Sakkinen is the founder of Turbo Realism, a 21st-century art movement depicting globalized capitalism with a mocking verisimilitude. The phrase "Made in China" also applies to exploding prostitution that according to research is spreading uncontrollably. Prostitution constitutes a big chunk of the Chinese economy, although it is illegal with harsh penalties for both sellers and buyers.
To immediately satisfy increasing demand in the West, sex workers now unload Chinese girls (once sold as Japanese girls) under their own nationality. Hard to comprehend this trade coming from a country where girl fetuses are aborted at an alarming rate and men have a hard time finding wives, and going to Finland where women don't let men pay for them in restaurants. Finland is one of the few countries doing something about slavery. Eva Biaudet has made it her business.
During the annual US Government release of the 2010 Trafficking in Persons Report, Hillary Clinton recognized Biaudet for studying human trafficking in Finland without beautifying the situation and for motivating her country to take the issue seriously. That's where we are: in the 21st century, just taking the issue seriously, with 27 million actual slaves worldwide in 2011.

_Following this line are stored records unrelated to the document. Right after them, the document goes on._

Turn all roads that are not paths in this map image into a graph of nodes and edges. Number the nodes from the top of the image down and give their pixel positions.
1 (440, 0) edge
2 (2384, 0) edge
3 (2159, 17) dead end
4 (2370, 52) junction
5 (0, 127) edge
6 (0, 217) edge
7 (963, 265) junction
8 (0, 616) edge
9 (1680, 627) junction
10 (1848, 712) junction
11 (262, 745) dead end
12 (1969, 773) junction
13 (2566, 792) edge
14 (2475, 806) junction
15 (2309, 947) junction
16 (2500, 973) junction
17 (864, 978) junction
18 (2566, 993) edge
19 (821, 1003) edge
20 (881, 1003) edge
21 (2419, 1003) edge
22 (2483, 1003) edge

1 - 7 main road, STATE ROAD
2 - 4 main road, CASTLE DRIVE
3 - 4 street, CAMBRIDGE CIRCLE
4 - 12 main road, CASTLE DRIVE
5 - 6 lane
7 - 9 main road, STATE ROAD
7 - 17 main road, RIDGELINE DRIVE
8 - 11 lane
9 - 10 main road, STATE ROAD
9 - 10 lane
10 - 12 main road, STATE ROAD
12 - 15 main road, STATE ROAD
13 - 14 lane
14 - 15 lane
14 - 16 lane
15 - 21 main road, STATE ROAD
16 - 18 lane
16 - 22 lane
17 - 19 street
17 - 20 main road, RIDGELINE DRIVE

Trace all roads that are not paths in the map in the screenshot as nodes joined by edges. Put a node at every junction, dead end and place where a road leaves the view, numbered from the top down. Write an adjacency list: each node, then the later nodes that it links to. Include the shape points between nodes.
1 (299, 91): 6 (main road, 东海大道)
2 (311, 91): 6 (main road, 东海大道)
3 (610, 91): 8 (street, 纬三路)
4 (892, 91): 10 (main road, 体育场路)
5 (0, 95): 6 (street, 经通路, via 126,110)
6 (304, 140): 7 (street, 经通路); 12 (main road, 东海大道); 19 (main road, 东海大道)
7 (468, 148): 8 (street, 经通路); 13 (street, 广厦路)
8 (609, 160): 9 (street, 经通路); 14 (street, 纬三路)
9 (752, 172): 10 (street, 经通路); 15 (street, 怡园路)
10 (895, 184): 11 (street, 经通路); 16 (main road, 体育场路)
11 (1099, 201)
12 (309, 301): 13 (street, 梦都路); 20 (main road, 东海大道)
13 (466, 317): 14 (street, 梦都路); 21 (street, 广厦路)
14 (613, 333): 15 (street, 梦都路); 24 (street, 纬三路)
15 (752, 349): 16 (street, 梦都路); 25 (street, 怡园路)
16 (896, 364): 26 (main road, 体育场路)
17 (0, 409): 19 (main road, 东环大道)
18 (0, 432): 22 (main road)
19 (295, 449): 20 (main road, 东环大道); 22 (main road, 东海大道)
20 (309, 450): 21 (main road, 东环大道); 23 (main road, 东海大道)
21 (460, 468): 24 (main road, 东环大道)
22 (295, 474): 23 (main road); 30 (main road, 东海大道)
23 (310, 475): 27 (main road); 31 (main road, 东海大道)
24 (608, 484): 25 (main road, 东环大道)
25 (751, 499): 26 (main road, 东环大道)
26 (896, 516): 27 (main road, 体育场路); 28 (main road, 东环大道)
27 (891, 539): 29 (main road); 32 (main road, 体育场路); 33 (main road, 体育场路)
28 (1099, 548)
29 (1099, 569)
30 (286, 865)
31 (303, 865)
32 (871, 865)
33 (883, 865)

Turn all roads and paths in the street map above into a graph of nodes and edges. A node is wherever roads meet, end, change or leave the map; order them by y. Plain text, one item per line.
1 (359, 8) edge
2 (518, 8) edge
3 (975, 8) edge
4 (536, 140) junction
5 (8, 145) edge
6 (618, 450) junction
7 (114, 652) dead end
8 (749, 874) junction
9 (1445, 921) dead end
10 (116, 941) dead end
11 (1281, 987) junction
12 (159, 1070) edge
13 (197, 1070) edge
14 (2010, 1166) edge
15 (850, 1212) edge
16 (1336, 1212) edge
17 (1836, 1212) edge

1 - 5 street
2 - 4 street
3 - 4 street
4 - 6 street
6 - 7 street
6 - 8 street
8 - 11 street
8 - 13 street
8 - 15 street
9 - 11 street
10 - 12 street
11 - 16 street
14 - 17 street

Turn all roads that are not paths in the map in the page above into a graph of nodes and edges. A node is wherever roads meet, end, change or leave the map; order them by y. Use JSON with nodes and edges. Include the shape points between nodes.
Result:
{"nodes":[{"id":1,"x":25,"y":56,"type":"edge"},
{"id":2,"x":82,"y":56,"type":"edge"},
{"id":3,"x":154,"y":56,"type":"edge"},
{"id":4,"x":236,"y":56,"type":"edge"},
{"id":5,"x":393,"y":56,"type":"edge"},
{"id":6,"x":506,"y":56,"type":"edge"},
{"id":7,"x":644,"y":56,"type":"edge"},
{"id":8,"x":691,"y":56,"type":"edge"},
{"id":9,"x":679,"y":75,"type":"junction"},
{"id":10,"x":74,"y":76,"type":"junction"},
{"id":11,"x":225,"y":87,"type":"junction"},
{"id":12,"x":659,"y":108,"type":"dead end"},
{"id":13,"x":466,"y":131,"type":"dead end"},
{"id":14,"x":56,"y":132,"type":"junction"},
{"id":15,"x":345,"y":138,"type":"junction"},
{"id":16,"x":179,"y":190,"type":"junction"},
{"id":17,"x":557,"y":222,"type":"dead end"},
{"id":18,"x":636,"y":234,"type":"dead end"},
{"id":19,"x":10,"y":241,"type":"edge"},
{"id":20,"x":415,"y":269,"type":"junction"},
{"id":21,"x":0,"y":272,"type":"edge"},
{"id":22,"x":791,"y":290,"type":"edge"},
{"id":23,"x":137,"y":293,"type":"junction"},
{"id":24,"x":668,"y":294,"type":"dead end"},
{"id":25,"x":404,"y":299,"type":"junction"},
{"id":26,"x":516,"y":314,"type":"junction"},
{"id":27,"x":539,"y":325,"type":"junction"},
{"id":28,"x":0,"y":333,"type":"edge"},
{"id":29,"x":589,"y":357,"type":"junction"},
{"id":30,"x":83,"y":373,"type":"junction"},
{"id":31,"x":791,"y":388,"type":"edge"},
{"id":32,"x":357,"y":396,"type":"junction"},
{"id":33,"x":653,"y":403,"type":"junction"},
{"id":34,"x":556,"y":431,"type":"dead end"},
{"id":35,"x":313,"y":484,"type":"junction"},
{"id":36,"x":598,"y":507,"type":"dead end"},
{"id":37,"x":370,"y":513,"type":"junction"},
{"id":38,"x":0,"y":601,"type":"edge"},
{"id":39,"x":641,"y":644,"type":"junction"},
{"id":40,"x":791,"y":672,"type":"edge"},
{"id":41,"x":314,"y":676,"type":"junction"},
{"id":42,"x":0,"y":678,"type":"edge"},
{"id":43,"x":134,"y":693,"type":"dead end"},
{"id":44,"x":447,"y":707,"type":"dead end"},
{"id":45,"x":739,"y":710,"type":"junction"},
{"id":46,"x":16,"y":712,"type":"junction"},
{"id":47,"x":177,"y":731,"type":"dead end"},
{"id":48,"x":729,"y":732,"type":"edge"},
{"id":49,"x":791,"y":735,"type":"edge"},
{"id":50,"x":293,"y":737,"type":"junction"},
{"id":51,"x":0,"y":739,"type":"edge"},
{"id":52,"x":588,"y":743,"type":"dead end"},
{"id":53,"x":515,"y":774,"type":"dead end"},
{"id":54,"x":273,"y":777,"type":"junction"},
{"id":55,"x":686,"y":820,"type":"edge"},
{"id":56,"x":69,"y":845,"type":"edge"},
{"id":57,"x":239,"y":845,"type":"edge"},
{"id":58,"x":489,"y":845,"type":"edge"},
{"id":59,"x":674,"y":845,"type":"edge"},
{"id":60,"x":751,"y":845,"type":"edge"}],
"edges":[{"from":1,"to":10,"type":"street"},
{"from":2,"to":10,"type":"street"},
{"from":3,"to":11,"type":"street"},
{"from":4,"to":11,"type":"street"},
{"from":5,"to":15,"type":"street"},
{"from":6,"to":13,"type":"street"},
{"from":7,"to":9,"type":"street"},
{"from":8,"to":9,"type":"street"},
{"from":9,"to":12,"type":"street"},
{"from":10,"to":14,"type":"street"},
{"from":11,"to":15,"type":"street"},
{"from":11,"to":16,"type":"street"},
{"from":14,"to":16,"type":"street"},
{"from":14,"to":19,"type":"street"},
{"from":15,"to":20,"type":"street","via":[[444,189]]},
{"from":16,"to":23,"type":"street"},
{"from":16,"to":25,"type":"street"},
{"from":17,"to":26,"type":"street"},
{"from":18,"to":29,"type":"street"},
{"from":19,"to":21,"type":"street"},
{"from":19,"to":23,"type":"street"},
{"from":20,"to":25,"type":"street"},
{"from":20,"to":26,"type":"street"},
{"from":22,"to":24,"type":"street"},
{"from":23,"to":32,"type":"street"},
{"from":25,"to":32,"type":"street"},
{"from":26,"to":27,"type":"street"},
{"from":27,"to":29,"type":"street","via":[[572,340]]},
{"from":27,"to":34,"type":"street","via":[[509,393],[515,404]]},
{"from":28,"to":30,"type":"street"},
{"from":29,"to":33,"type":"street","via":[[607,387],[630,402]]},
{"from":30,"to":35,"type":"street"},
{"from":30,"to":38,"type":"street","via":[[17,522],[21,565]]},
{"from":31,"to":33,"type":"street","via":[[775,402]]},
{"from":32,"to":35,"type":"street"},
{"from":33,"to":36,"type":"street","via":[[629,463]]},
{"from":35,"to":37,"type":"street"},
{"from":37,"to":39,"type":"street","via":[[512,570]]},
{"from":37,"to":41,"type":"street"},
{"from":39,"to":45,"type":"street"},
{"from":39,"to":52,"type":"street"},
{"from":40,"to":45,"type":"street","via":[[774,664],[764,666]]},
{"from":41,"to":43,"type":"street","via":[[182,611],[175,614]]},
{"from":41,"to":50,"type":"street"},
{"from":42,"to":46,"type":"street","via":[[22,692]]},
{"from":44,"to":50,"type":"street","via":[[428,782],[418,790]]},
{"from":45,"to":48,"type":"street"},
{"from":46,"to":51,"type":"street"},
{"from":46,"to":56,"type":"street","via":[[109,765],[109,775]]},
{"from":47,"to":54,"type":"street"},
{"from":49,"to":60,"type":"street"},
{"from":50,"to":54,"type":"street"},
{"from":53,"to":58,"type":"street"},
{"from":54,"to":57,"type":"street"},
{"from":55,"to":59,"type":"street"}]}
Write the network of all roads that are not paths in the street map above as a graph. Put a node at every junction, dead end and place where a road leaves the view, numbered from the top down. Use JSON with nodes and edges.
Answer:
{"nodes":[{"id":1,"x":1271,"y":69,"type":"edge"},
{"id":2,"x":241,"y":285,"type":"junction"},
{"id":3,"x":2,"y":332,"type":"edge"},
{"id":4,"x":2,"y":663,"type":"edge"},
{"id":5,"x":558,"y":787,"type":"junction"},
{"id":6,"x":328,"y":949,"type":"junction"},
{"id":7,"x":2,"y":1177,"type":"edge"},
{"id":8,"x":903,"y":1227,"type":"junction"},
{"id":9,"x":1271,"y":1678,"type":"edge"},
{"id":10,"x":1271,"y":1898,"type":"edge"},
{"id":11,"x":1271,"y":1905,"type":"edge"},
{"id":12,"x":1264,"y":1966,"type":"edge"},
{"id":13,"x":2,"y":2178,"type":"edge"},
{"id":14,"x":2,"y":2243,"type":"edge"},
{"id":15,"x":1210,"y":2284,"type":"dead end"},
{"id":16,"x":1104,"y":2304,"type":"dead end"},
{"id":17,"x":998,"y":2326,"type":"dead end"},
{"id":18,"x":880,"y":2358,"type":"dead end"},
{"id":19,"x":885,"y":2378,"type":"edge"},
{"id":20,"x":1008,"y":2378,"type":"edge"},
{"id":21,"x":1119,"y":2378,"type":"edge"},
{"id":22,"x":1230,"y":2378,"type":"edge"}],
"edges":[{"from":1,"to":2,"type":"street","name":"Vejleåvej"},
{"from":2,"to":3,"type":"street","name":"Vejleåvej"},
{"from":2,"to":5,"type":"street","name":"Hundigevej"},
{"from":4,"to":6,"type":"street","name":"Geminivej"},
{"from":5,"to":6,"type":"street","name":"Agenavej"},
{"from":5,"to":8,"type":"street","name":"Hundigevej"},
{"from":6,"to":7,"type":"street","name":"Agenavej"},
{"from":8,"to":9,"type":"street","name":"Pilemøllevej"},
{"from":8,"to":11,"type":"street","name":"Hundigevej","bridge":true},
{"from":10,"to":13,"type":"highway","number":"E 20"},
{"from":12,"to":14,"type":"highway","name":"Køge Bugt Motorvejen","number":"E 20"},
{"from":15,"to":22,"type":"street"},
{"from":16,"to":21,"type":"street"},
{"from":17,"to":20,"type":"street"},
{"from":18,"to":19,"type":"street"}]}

"Unfortunately, trafficking in human beings is not always recognized by authorities... even when it is reported by the victim," says Biaudet. "They are not always able to put together the varied aspects of the cruel exploitation that constitutes human trafficking and suspect trafficking." Like the US, Finland is a Tier 1 country according to the US State Department 2010 Trafficking in Persons Report. Tier 1 is the highest ranking. But it does not mean that a country has no human trafficking problem. It indicates that a government has acknowledged the existence of human trafficking, has made efforts to address the problem, and meets the US Trafficking Victims Protection Act's minimum standards.
Finland is a transit and destination country for women and girls trafficked from Russia, Estonia, Lithuania, Latvia, Ukraine, Belarus, Moldova, the Caucasus, China, and Thailand to and through Finland to France, Sweden, Italy, Canada, Spain, and the United States for the purpose of commercial sexual exploitation.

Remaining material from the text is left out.